Papa must have not liked East West much. His dislike of East West is obviously more important than the members of NS who would benefit from having the archives there. I had many informative and somewhat genius posts in that forum... I feel like a part of me is gone... or maybe it's because I just took a huge dump.


----------



## José Herring (May 1, 2005)

It's all about where the buck lies. I tell you I don't think Papa has any real concern about the members of NS. I think that it's the advertisers and developers that make his bread and butter.

The advertisers and developers seem to be a bit peaved at EW for using their might to corner the sample market. But I say, more power to EW. They certainly aren't doing anything illegal.
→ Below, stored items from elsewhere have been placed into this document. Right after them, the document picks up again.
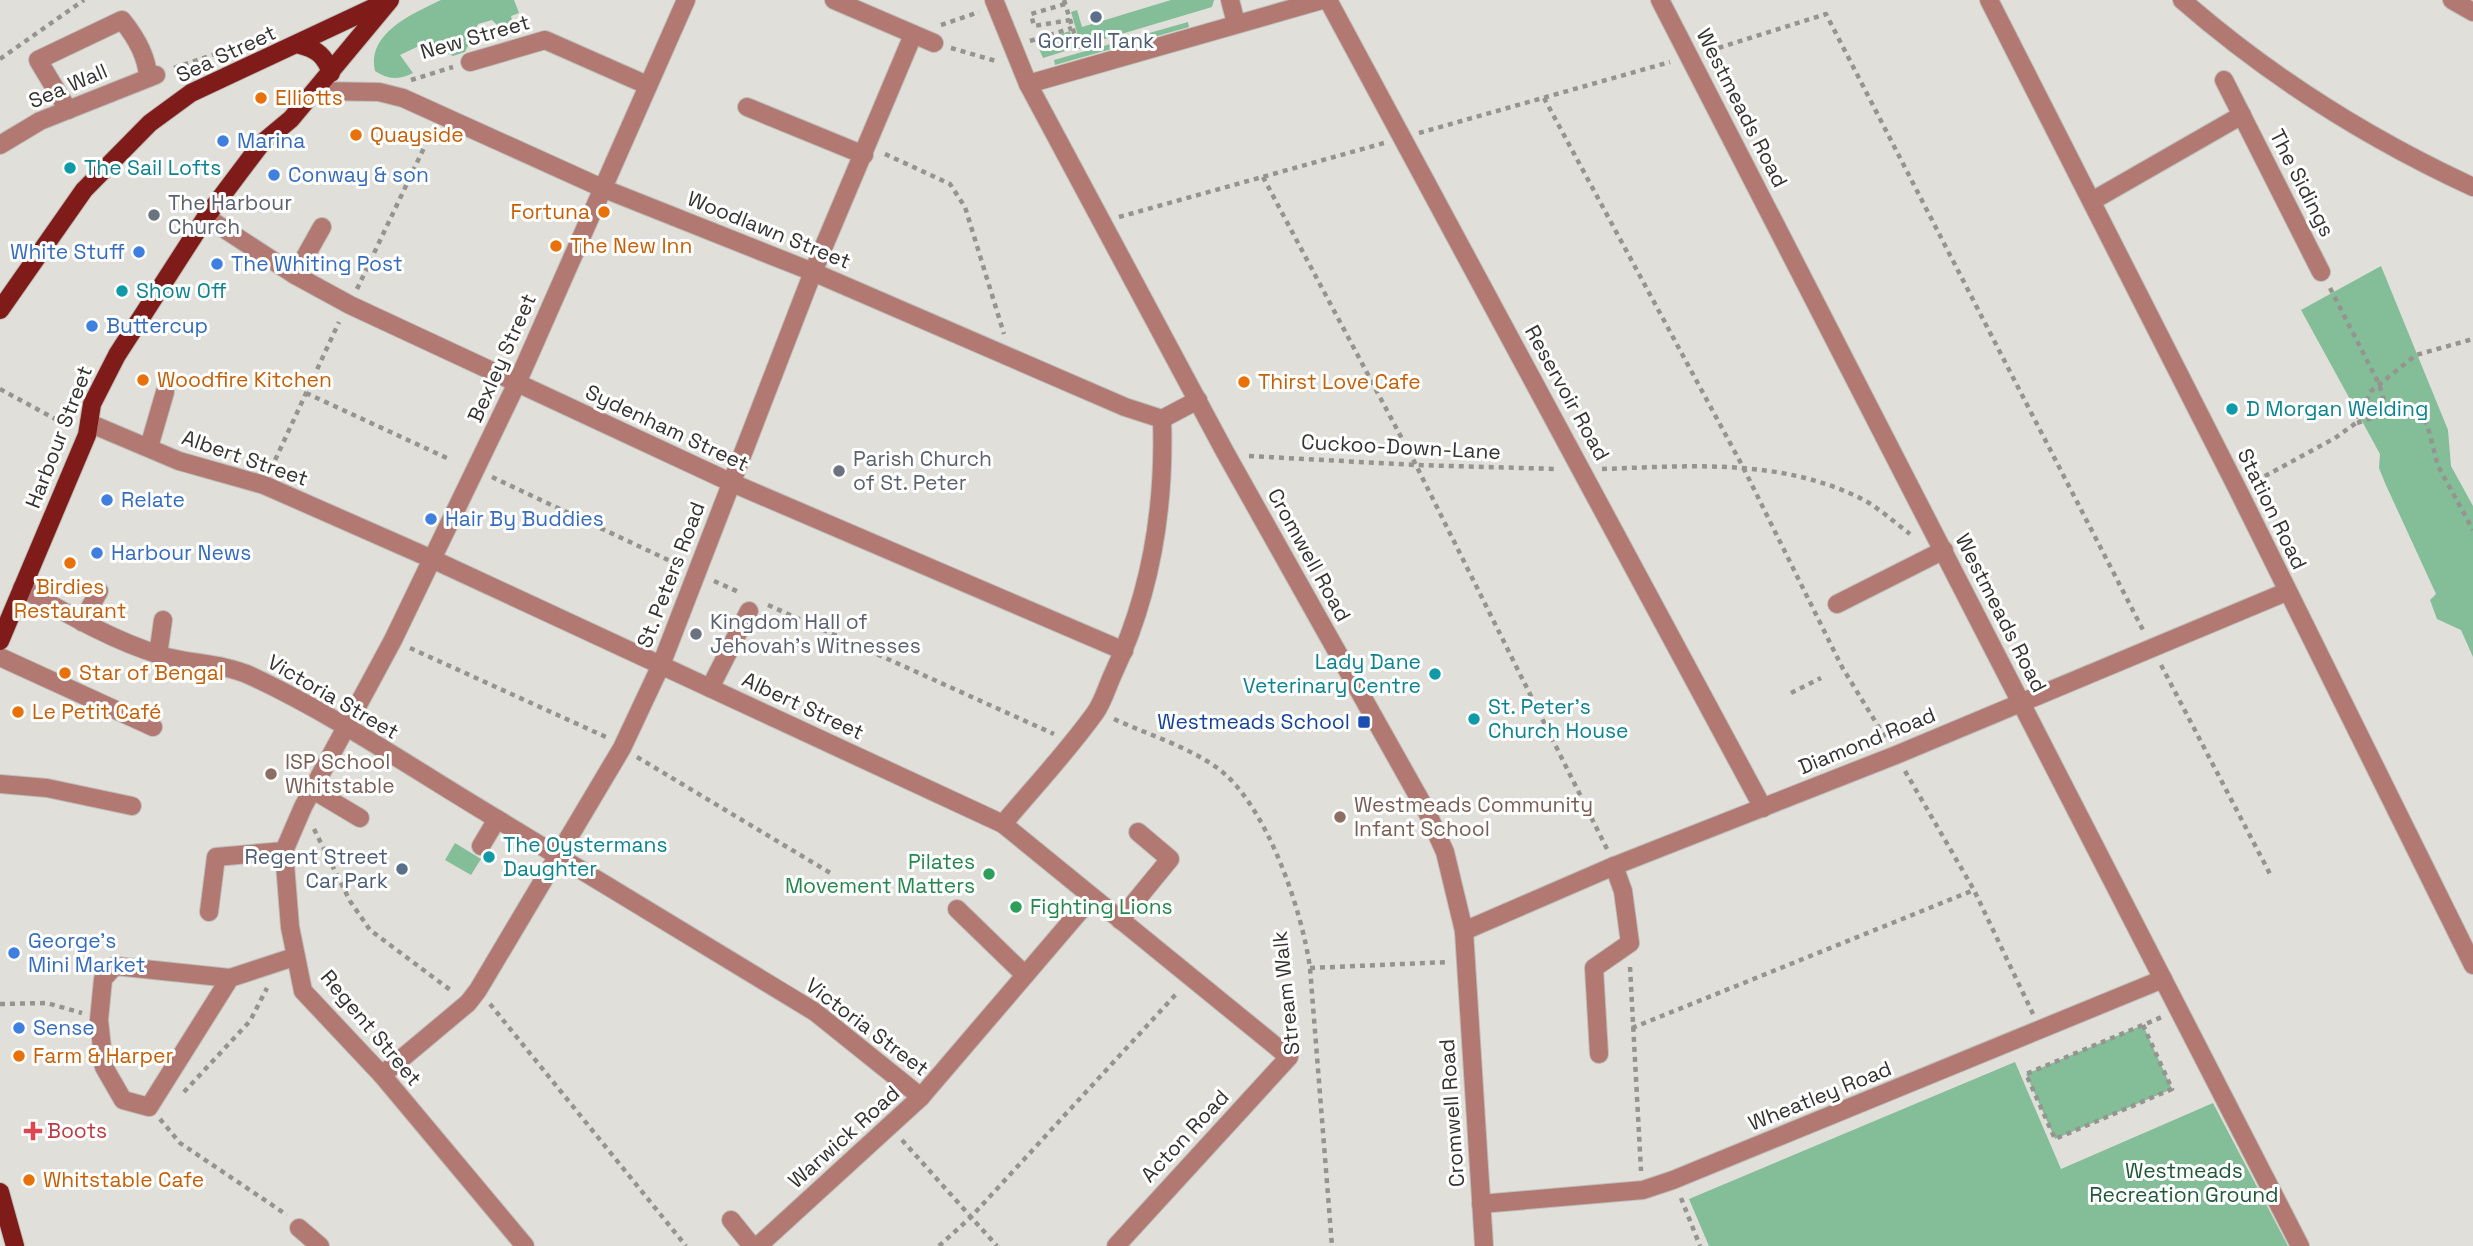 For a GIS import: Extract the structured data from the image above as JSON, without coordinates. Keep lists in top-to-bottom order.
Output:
{
  "streets": {
    "main road": ["Sea Street", "Harbour Street"],
    "street": [
      "New Street",
      "Sea Wall",
      "Westmeads Road",
      "The Sidings",
      "Woodlawn Street",
      "Bexley Street",
      "Reservoir Road",
      "Sydenham Street",
      "Albert Street",
      "Station Road",
      "Cromwell Road",
      "St. Peters Road",
      "Victoria Street",
      "Diamond Road",
      "Regent Street",
      "Wheatley Road",
      "Acton Road",
      "Warwick Road"
    ],
    "path": ["Cuckoo-Down-Lane", "Stream Walk"]
  },
  "crossings": [
    ["New Street", "Woodlawn Street"],
    ["New Street", "Bexley Street"],
    ["Sea Street", "Harbour Street"],
    ["Westmeads Road", "Cuckoo-Down-Lane"],
    ["Westmeads Road", "Diamond Road"],
    ["Westmeads Road", "Wheatley Road"],
    ["The Sidings", "Station Road"],
    ["Woodlawn Street", "Bexley Street"],
    ["Woodlawn Street", "Harbour Street"],
    ["Woodlawn Street", "St. Peters Road"],
    ["Bexley Street", "Sydenham Street"],
    ["Bexley Street", "Albert Street"],
    ["Bexley Street", "Victoria Street"],
    ["Bexley Street", "Regent Street"],
    ["Reservoir Road", "Cuckoo-Down-Lane"],
    ["Reservoir Road", "Diamond Road"],
    ["Sydenham Street", "Harbour Street"],
    ["Sydenham Street", "St. Peters Road"],
    ["Harbour Street", "Albert Street"],
    ["Harbour Street", "Victoria Street"],
    ["Cuckoo-Down-Lane", "Cromwell Road"],
    ["Albert Street", "St. Peters Road"],
    ["Albert Street", "Acton Road"],
    ["Albert Street", "Warwick Road"],
    ["Station Road", "Diamond Road"],
    ["Cromwell Road", "Diamond Road"],
    ["Cromwell Road", "Wheatley Road"],
    ["St. Peters Road", "Victoria Street"],
    ["St. Peters Road", "Regent Street"],
    ["Victoria Street", "Regent Street"],
    ["Victoria Street", "Warwick Road"]
  ],
  "parks": ["Westmeads Recreation Ground"],
  "places": {
    "other": [
      "Gorrell Tank",
      "Elliotts",
      "Quayside",
      "Marina",
      "The Sail Lofts",
      "Conway & son",
      "Fortuna",
      "The Harbour Church",
      "The New Inn",
      "White Stuff",
      "The Whiting Post",
      "Show Off",
      "Buttercup",
      "Woodfire Kitchen",
      "Thirst Love Cafe",
      "D Morgan Welding",
      "Parish Church of St. Peter",
      "Relate",
      "Hair By Buddies",
      "Harbour News",
      "Birdies Restaurant",
      "Kingdom Hall of Jehovah's Witnesses",
      "Star of Bengal",
      "Lady Dane Veterinary Centre",
      "Le Petit Café",
      "St. Peter's Church House",
      "ISP School Whitstable",
      "Westmeads Community Infant School",
      "The Oystermans Daughter",
      "Regent Street Car Park",
      "Pilates Movement Matters",
      "Fighting Lions",
      "George's Mini Market",
      "Sense",
      "Farm & Harper",
      "Whitstable Cafe"
    ],
    "transit": ["Westmeads School"],
    "health": ["Boots"]
  }
}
So, it seems to me that the best thing for EW to do is get their own forum. Just sad that the archives have to go. It's a shame and the activity at NS seems a lot less these days.

Jose


----------



## synergy543 (May 2, 2005)

Well if I were a developer, I'd feel real queasy about building a base over at NS knowing that if I were ever to leave the unique and extensive library that had been built up over the years by so many customers would be burnt to the ground.

PapaChalk not only trashed EWQLSO but all of the years of shared experience and thoughtful input of by many pioneers and NS users discussing not only sampling topics but many other musical tips and hints that go way beyond EWQLSO.

Such a tragedy!


----------



## Nick Batzdorf (May 2, 2005)

Well, I'm having fun there arguing about religion at least.


----------



## José Herring (May 2, 2005)

Yeah I was thinking the same thing. Off topic at NS. When I want to talk music I come here.

Jose


----------



## Aaron Sapp (May 2, 2005)

choc0thrax said:


> Papa must have not liked East West much. His dislike of East West is obviously more important than the members of NS who would benefit from having the archives there. I had many informative and somewhat genius posts in that forum... I feel like a part of me is gone... or maybe it's because I just took a huge dump.


I know the feeling. I feel like a new man each time I drop the kids off at the pool. 

I believe the group buy had a lot to do with EW ultimately switching to their own forum - I heard Papa didn't allow it. Too bad.  I hope Nick sticks around though - he's one cool fellow.


----------



## handz (May 2, 2005)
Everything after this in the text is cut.